**WHAT NEEDS TO BE DONE:**
Going through the data below, please show each line containing the string "Ranganathan".

**RECORDS SHOWN:**
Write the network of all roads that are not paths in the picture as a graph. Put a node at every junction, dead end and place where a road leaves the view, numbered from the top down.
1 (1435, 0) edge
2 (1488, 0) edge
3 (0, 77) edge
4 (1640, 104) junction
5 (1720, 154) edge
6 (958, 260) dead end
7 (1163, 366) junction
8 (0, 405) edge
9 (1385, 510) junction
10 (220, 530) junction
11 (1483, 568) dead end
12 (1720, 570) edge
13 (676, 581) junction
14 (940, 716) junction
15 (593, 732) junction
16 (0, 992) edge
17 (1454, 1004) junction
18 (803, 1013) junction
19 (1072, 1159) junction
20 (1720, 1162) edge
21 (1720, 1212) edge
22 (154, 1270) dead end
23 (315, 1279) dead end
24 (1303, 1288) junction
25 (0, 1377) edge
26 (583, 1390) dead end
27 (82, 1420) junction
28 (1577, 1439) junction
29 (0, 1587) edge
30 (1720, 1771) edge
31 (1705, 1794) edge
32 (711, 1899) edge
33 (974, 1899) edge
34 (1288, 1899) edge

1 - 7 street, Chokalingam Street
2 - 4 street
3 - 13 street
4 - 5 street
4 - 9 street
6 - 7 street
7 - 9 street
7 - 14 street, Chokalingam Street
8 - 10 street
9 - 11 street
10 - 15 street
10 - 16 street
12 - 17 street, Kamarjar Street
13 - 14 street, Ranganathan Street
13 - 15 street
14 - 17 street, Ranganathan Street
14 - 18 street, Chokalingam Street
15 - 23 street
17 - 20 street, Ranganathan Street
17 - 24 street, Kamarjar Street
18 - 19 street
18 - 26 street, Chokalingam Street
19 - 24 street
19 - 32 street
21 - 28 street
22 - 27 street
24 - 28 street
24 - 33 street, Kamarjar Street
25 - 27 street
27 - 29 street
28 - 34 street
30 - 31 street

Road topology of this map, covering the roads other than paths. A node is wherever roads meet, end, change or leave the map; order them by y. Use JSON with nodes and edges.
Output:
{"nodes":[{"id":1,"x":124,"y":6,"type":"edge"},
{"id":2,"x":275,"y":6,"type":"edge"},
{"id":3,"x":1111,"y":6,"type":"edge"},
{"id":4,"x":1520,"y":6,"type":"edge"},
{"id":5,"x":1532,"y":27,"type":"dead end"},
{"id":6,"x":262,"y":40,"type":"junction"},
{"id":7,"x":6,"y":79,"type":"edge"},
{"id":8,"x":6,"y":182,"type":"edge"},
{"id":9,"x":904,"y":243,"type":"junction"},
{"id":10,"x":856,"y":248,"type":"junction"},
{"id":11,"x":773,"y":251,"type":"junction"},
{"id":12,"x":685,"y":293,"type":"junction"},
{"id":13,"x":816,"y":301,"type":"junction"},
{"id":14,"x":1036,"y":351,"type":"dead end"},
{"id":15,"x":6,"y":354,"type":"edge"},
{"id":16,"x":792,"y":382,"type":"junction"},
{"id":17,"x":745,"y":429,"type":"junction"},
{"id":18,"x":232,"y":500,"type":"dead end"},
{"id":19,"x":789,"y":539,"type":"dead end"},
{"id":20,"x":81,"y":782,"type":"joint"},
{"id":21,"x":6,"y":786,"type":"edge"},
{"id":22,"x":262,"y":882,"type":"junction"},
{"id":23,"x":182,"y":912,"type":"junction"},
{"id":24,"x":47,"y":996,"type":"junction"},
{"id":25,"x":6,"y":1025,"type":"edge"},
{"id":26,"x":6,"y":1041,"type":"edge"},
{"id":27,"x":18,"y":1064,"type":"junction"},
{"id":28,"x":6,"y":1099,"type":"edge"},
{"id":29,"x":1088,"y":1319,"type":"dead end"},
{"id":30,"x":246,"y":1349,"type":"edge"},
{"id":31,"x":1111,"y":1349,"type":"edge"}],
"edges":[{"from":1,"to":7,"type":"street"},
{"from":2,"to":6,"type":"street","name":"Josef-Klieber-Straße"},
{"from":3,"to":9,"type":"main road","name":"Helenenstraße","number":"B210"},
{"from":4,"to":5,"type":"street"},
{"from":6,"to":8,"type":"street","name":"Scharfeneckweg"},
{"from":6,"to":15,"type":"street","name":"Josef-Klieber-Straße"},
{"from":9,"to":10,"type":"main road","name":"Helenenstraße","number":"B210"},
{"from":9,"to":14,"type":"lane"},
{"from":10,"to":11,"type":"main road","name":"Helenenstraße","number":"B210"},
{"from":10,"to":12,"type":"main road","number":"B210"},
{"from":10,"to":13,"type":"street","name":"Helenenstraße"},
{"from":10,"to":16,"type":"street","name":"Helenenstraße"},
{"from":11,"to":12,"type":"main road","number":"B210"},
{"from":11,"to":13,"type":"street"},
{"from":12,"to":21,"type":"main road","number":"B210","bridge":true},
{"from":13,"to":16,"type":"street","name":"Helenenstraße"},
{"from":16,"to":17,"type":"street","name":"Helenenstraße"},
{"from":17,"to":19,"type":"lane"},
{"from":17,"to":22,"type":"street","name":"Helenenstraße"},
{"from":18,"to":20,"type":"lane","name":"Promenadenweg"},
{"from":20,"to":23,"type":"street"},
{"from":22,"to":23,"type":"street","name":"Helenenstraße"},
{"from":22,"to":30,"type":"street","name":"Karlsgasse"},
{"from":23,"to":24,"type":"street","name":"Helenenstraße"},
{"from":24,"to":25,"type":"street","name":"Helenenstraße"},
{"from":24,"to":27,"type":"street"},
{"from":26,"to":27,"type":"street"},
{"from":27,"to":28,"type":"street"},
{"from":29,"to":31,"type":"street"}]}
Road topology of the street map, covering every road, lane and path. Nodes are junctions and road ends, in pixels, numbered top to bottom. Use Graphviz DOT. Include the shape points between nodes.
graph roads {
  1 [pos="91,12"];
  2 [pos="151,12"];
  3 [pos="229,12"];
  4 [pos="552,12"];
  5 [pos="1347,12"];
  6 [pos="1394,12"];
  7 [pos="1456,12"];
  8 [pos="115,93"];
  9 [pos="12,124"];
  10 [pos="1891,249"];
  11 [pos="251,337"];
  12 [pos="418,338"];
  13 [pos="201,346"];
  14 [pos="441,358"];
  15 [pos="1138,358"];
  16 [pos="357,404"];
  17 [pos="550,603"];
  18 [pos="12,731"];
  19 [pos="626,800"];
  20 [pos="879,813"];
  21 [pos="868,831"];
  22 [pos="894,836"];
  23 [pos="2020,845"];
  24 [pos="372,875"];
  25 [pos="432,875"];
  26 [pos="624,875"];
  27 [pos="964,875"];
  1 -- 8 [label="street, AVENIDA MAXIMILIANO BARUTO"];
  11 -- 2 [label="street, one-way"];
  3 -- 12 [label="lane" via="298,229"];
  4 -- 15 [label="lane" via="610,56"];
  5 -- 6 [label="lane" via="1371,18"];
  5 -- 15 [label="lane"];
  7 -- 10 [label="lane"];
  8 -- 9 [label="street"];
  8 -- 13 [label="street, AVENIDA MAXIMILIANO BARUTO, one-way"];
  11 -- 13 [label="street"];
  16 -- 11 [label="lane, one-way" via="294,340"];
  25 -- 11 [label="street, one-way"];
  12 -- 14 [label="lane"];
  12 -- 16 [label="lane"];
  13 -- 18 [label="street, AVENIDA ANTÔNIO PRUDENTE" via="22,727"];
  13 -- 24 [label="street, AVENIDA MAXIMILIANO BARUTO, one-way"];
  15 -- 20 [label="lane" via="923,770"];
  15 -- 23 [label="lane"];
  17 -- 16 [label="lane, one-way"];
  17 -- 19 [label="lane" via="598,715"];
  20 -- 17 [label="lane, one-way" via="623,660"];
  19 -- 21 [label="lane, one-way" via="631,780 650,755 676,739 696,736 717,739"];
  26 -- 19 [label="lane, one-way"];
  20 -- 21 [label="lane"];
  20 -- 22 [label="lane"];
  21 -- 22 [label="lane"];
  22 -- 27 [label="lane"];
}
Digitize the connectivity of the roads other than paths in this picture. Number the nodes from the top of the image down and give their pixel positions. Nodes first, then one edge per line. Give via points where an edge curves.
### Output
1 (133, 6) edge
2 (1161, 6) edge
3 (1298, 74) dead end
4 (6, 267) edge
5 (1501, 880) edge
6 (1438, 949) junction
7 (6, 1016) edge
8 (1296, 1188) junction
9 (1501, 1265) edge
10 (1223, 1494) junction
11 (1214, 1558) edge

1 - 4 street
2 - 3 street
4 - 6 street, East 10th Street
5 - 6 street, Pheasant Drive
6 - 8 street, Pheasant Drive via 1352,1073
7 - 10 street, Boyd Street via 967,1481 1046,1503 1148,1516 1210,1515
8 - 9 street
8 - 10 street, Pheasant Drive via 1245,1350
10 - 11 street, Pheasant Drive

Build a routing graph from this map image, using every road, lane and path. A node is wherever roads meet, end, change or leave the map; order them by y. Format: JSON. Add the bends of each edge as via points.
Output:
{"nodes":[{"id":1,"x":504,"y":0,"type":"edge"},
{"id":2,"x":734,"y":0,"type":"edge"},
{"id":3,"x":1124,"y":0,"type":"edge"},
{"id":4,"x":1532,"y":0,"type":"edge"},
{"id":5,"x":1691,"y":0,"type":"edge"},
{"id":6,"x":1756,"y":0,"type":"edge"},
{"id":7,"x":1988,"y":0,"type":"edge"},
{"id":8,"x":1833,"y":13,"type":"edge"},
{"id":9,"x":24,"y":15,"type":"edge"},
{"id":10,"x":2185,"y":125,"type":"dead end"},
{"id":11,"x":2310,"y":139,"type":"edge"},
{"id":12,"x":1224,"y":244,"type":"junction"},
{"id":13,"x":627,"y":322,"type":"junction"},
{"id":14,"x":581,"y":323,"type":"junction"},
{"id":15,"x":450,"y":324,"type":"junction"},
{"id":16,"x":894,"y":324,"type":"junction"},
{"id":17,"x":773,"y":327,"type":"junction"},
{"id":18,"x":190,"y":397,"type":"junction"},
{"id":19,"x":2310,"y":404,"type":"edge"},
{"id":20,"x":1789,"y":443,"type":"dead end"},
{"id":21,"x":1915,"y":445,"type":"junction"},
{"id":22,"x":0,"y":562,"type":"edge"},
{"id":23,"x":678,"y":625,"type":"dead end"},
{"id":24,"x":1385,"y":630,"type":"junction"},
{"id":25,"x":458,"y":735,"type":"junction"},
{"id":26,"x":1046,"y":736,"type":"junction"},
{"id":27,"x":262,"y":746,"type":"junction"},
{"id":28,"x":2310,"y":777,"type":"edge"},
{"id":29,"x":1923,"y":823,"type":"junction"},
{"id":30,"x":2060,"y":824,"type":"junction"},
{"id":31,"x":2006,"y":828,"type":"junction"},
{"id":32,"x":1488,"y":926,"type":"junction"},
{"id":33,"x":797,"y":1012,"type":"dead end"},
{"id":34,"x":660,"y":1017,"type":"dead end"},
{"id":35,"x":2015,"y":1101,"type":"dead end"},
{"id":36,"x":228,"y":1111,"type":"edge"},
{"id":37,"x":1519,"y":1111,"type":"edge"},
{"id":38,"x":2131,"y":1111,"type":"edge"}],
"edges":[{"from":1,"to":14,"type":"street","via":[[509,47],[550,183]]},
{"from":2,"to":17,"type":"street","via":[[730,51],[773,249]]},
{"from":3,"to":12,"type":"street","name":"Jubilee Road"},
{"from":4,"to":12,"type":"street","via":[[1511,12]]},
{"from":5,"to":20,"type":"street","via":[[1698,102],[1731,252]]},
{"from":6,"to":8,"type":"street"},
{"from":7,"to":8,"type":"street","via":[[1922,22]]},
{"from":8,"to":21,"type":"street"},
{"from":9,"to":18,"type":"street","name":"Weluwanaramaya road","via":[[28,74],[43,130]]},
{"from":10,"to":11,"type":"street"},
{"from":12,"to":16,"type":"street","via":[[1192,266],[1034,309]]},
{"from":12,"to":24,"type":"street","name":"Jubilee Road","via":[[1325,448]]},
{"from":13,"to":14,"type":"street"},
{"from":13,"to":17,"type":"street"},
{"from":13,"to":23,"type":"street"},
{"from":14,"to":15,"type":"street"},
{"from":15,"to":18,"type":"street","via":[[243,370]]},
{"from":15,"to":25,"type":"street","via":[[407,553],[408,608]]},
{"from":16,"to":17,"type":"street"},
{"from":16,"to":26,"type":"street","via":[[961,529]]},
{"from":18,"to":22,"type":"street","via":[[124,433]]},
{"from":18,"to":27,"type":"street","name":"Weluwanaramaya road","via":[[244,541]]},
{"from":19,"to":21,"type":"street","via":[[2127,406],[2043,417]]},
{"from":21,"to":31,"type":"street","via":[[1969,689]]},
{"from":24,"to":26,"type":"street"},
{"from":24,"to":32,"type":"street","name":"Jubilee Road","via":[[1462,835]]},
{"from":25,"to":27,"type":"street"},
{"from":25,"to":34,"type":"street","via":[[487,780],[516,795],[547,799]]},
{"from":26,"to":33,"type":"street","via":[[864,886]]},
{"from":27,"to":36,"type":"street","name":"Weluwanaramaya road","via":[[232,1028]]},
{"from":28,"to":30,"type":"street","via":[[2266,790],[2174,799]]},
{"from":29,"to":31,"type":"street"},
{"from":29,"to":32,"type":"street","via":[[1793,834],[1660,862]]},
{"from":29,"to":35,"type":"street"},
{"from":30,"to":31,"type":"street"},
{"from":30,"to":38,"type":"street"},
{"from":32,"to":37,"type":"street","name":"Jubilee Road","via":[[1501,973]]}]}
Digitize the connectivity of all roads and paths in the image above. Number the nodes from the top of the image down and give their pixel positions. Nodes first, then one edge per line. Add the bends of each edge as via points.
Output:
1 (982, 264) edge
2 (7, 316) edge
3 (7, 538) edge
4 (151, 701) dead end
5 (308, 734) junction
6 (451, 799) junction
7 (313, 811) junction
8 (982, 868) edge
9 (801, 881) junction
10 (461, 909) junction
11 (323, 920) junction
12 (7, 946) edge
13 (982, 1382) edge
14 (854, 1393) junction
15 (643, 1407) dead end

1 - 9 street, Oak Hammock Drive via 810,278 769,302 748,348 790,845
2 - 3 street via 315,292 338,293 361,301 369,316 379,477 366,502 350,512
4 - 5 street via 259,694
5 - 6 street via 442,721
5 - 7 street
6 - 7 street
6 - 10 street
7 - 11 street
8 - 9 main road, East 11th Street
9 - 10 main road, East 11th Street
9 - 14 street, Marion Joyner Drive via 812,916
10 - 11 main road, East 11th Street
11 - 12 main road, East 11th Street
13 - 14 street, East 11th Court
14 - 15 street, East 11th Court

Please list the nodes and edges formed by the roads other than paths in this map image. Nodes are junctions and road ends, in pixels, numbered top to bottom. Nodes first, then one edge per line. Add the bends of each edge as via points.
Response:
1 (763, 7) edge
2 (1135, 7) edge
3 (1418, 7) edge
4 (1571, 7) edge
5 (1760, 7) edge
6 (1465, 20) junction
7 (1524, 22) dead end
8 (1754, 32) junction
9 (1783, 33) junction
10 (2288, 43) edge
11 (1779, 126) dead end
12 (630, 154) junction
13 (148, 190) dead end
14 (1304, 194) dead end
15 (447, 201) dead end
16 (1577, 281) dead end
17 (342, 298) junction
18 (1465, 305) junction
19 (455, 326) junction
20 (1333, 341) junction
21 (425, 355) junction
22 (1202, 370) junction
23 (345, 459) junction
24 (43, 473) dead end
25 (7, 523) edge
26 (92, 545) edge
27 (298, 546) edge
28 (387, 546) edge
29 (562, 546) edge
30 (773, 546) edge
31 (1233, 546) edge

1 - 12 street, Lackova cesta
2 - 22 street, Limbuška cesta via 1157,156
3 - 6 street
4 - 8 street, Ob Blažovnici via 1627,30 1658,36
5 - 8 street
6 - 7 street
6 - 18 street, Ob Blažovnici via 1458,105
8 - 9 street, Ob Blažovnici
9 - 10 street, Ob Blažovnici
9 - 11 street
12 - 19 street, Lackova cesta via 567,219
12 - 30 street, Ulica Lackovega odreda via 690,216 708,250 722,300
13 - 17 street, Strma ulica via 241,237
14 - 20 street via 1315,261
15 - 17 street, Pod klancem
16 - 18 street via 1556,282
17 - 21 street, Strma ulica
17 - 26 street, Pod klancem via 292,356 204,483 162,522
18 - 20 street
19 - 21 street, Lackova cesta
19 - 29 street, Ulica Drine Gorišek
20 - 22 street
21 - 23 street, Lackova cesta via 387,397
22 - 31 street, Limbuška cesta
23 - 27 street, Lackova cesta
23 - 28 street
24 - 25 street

**RESULT:**
13 - 14 street, Ranganathan Street
14 - 17 street, Ranganathan Street
17 - 20 street, Ranganathan Street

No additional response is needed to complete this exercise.